La refondation de l’Europe est impossible sans un engagement sans faille de l’Allemagne, du fait de son poids économique.
Le Royaume-Uni déplore 44 000 morts, dont plus de la moitié, selon le professeur Neil Ferguson de l’Imperial College, auraient pu être évités si Boris Johnson n’avait pas tardé à décider le confinement. La chute de l’activité devrait s’élever à 11,5 % du PIB, mettant plus de 10 % de la population active au chômage et provoquant l’envolée de la dette au-delà de 100 % du PIB. L’épidémie annihile par ailleurs la stratégie de Global Britain en raison de la reconstitution des frontières nationales, tandis que le Royaume-Uni se trouve coupé du grand marché et de la relance européenne au moment où la mondialisation se restructure autour de grands blocs régionaux.

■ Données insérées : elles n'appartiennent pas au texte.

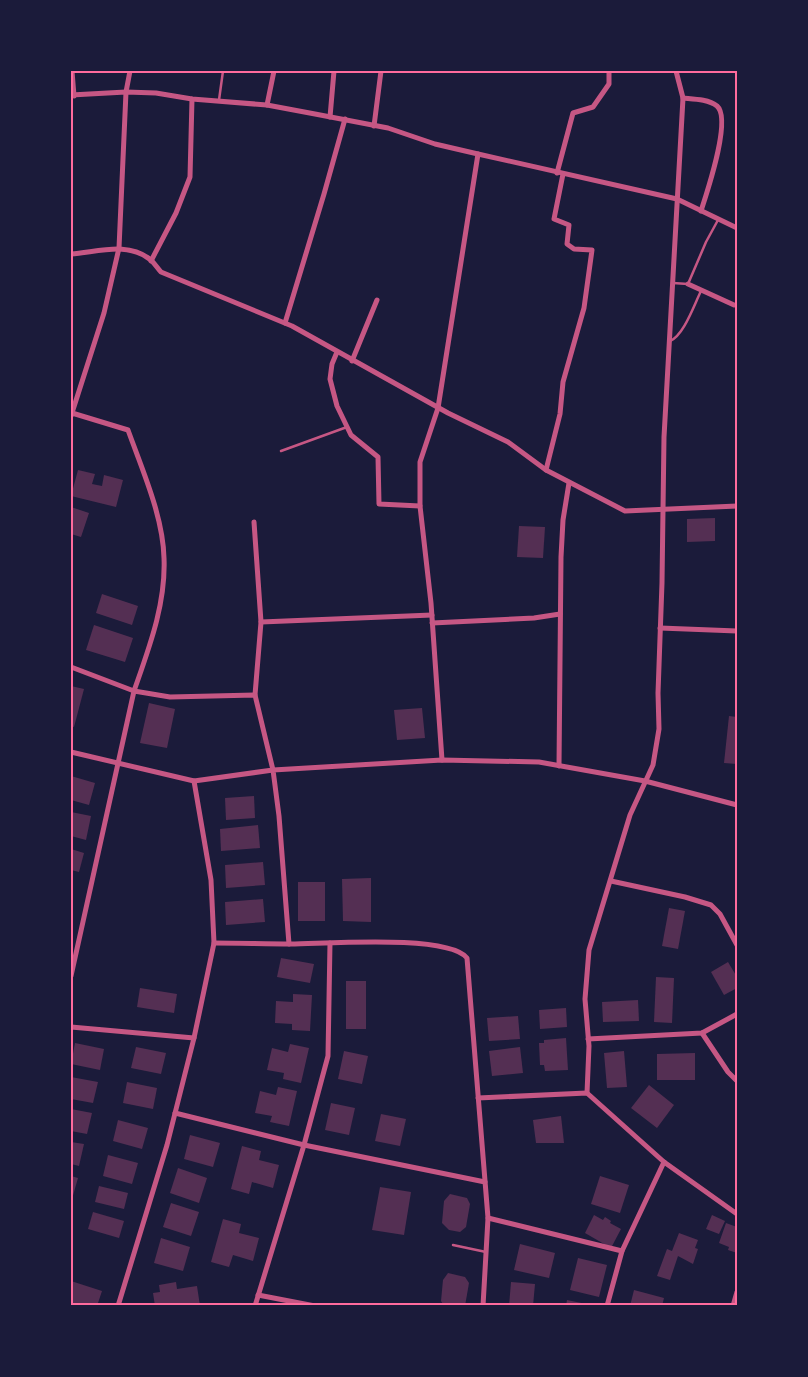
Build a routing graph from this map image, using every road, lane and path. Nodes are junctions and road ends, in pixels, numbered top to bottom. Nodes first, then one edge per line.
1 (72, 71) edge
2 (130, 71) edge
3 (223, 71) edge
4 (274, 71) edge
5 (334, 71) edge
6 (381, 71) edge
7 (610, 71) edge
8 (676, 71) edge
9 (126, 92) junction
10 (73, 95) edge
11 (192, 98) junction
12 (683, 98) junction
13 (219, 100) junction
14 (267, 106) junction
15 (330, 116) junction
16 (344, 119) junction
17 (374, 126) junction
18 (478, 154) junction
19 (560, 174) junction
20 (677, 199) junction
21 (701, 211) junction
22 (718, 220) junction
23 (737, 228) edge
24 (119, 248) junction
25 (71, 254) edge
26 (151, 261) junction
27 (672, 283) junction
28 (688, 284) junction
29 (701, 290) junction
30 (377, 300) dead end
31 (734, 306) dead end
32 (285, 323) junction
33 (669, 342) junction
34 (337, 352) junction
35 (352, 361) junction
36 (438, 408) junction
37 (72, 414) edge
38 (347, 427) junction
39 (281, 451) dead end
40 (546, 470) junction
41 (570, 483) junction
42 (420, 506) junction
43 (737, 506) edge
44 (662, 508) junction
45 (254, 522) dead end
46 (560, 614) junction
47 (432, 615) junction
48 (261, 622) junction
49 (432, 623) junction
50 (660, 628) junction
51 (737, 631) edge
52 (71, 667) edge
53 (134, 691) junction
54 (255, 695) junction
55 (71, 752) edge
56 (442, 760) junction
57 (119, 764) junction
58 (559, 766) junction
59 (273, 770) junction
60 (194, 781) junction
61 (646, 781) junction
62 (737, 805) edge
63 (611, 881) junction
64 (214, 943) junction
65 (330, 943) junction
66 (289, 944) junction
67 (737, 945) edge
68 (71, 976) edge
69 (737, 1014) edge
70 (71, 1027) edge
71 (702, 1033) junction
72 (194, 1038) junction
73 (588, 1039) junction
74 (737, 1081) edge
75 (587, 1093) junction
76 (478, 1098) junction
77 (175, 1113) junction
78 (304, 1145) junction
79 (664, 1162) junction
80 (484, 1182) junction
81 (737, 1214) edge
82 (488, 1218) junction
83 (452, 1245) dead end
84 (622, 1251) junction
85 (486, 1252) junction
86 (737, 1292) edge
87 (258, 1295) junction
88 (118, 1306) edge
89 (255, 1306) edge
90 (315, 1306) edge
91 (483, 1306) edge
92 (607, 1306) edge
93 (733, 1306) edge

1 - 10 street
2 - 9 street
3 - 13 lane
4 - 14 street
5 - 15 street
6 - 17 street
7 - 19 street
8 - 12 street
9 - 10 street
9 - 11 street
9 - 24 street
11 - 13 street
11 - 26 street
12 - 20 street
12 - 21 street
13 - 14 street
14 - 15 street
15 - 16 street
16 - 17 street
16 - 32 street
17 - 18 street
18 - 19 street
18 - 36 street
19 - 20 street
19 - 40 street
20 - 21 street
20 - 27 street
21 - 22 street
22 - 23 street
22 - 28 lane
24 - 25 street
24 - 26 street
24 - 37 street
26 - 32 street
27 - 28 lane
27 - 33 street
28 - 29 street
29 - 31 street
29 - 33 lane
30 - 35 street
32 - 34 street
33 - 44 street
34 - 35 street
34 - 38 street
35 - 36 street
36 - 40 street
36 - 42 street
37 - 53 street
38 - 39 lane
38 - 42 street
40 - 41 street
41 - 44 street
41 - 46 street
42 - 47 street
43 - 44 street
44 - 50 street
45 - 48 street
46 - 49 street
46 - 58 street
47 - 48 street
47 - 49 street
48 - 54 street
49 - 56 street
50 - 51 street
50 - 61 street
52 - 53 street
53 - 54 street
53 - 57 street
54 - 59 street
55 - 57 street
56 - 58 street
56 - 59 street
57 - 60 street
57 - 68 street
58 - 61 street
59 - 60 street
59 - 66 street
60 - 64 street
61 - 62 street
61 - 63 street
63 - 67 street
63 - 73 street
64 - 66 street
64 - 72 street
65 - 66 street
65 - 76 street
65 - 78 street
69 - 71 street
70 - 72 street
71 - 73 street
71 - 74 street
72 - 77 street
73 - 75 street
75 - 76 street
75 - 79 street
76 - 80 street
77 - 78 street
77 - 88 street
78 - 80 street
78 - 87 street
79 - 81 street
79 - 84 street
80 - 82 street
82 - 84 street
82 - 85 street
83 - 85 lane
84 - 92 street
85 - 91 street
86 - 93 street
87 - 89 street
87 - 90 street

Le Brésil compte 60 000 morts et exporte l’épidémie dans toute l’Amérique Latine, en raison de la lutte engagée par Jair Bolsonaro non pas contre le virus mais contre les moyens de l’endiguer, notamment à travers l’organisation de manifestations pour s’opposer au confinement. En dépit du choix revendiqué de l’économie contre la santé, le PIB s’effondrera de plus de 8 % du PIB en 2020, entraînant une explosion du chômage à 18 % de la population active et de la dette jusqu’à 90 % du PIB.
Rien ne prédisposait les États-Unis, le Royaume-Uni et le Brésil à subir de telles catastrophes. L’origine du désastre est politique, intimement liée à la personnalité égotique et au mode de gouvernement de dirigeants populistes qui cultivent le déni de la réalité, le mépris pour la science, le primat des émotions sur la raison, la confusion permanente entre la conduite de l’État et leurs affaires personnelles.
À l’inverse, force est de constater que ce sont des démocraties restées fidèles à leurs valeurs, à la mécanique des contre-pouvoirs et à l’État de droit qui ont le mieux résisté au choc sanitaire et économique, de la Corée du Sud et de Taïwan à l’Allemagne et la Suisse en passant par la Nouvelle-Zélande.
Angela Merkel en est le symbole. Pour autant, l’épidémie est très loin d’avoir éradiqué le populisme.
Tout d’abord, face à leur échec avéré, les dirigeants populistes font le choix de la fuite en avant dans la provocation, le déchaînement des passions et la mise en cause des principes démocratiques.
Surtout, la violence et la complexité d’une crise à la fois sanitaire, économique, sociale et politique renforcent les déterminants du populisme : la désintégration des classes moyennes, accélérée par les faillites en chaînes d’artisans, de commerçants et d’entrepreneurs comme par l’installation d’un chômage de masse ; l’explosion des inégalités ; la spirale de la haine sociale et des violences ; le repli communautaire et la fracturation des nations ; la défiance envers les institutions et les dirigeants des démocraties. Le risque d’une deuxième vague est donc encore plus élevé pour le populisme que pour le coronavirus.
Pour la deuxième fois en douze ans, les démocraties sont contraintes d’engager 20 à 30 % de leur PIB sous forme de dette publique supplémentaire pour éviter l’effondrement de l’économie et de la société. Il n’y aura pas de troisième fois. Contrairement au krach de 2008, la sortie de crise ne peut se limiter au réamorçage de l’économie de bulles.
Elle passe par la construction d’un nouveau pacte politique, économique et social, qui s’inspire des nations libres qui se sont montrées les plus résilientes face aux chocs du XXIe siècle : la Corée du Sud et Taïwan, l’Australie et la Nouvelle-Zélande, l’Allemagne ou la Suisse. Le véritable antidote au populisme, ce n’est pas le coronavirus mais la réinvention de la démocratie.